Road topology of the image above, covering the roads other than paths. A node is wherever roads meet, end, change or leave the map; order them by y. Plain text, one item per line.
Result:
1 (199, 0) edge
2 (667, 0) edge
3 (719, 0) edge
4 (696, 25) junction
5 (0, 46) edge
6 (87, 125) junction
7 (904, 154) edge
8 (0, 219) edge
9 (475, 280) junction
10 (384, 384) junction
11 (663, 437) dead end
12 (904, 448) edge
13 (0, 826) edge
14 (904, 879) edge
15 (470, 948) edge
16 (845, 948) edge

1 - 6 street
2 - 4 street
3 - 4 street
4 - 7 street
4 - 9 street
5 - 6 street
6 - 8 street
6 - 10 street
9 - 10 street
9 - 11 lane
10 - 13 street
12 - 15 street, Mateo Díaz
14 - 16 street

════════════════════

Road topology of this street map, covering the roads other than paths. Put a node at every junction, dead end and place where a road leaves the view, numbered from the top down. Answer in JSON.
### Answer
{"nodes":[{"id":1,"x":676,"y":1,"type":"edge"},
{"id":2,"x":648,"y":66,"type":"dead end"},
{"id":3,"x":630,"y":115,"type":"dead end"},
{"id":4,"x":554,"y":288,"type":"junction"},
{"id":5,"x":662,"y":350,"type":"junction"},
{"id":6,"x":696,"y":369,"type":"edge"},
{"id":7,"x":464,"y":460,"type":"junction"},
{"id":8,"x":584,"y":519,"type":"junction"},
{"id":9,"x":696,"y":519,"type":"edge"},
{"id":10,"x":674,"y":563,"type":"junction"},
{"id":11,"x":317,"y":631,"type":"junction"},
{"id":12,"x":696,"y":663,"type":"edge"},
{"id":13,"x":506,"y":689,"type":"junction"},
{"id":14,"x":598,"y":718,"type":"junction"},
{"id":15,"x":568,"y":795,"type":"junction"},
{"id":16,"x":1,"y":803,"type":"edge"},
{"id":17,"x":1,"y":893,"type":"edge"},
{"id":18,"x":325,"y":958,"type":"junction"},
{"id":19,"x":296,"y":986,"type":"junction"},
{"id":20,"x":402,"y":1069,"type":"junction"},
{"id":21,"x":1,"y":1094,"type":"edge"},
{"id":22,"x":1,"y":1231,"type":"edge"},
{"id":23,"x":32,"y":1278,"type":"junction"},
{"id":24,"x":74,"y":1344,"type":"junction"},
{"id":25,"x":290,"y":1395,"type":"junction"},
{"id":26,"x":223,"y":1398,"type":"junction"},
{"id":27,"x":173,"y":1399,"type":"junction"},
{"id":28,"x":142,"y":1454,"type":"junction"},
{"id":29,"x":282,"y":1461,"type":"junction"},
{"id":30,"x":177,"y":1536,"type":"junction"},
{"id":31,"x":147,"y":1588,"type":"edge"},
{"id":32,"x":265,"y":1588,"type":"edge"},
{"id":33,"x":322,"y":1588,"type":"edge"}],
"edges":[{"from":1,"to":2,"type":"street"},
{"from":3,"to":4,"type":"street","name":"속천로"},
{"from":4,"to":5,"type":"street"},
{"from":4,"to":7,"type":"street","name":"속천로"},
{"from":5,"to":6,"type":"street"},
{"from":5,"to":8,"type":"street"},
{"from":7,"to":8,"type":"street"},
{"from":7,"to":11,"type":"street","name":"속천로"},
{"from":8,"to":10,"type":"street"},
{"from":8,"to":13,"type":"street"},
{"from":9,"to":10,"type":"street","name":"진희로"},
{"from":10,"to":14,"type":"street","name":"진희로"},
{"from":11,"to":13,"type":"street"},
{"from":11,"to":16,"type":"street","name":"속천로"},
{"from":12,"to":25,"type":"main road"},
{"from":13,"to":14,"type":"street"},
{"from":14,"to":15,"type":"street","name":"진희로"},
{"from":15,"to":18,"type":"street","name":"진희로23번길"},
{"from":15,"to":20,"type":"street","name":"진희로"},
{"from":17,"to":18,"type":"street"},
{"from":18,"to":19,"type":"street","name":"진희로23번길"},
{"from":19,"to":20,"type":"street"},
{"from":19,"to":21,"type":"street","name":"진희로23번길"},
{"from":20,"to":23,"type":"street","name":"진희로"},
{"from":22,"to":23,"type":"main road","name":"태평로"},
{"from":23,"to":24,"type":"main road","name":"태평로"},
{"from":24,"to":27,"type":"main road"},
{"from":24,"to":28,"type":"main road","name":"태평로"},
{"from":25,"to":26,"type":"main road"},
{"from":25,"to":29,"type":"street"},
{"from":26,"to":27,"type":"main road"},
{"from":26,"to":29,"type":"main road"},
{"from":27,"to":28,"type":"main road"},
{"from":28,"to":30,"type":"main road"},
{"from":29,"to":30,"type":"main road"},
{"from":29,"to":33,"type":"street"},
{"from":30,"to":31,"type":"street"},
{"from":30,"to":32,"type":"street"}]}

════════════════════

About this task >> Copy out each line of the data that holds the string "covering".

Answer box >>
Road topology of the image above, covering the roads other than paths. A node is wherever roads meet, end, change or leave the map; order them by y. Plain text, one item per line.
Road topology of this street map, covering the roads other than paths. Put a node at every junction, dead end and place where a road leaves the view, numbered from the top down. Answer in JSON.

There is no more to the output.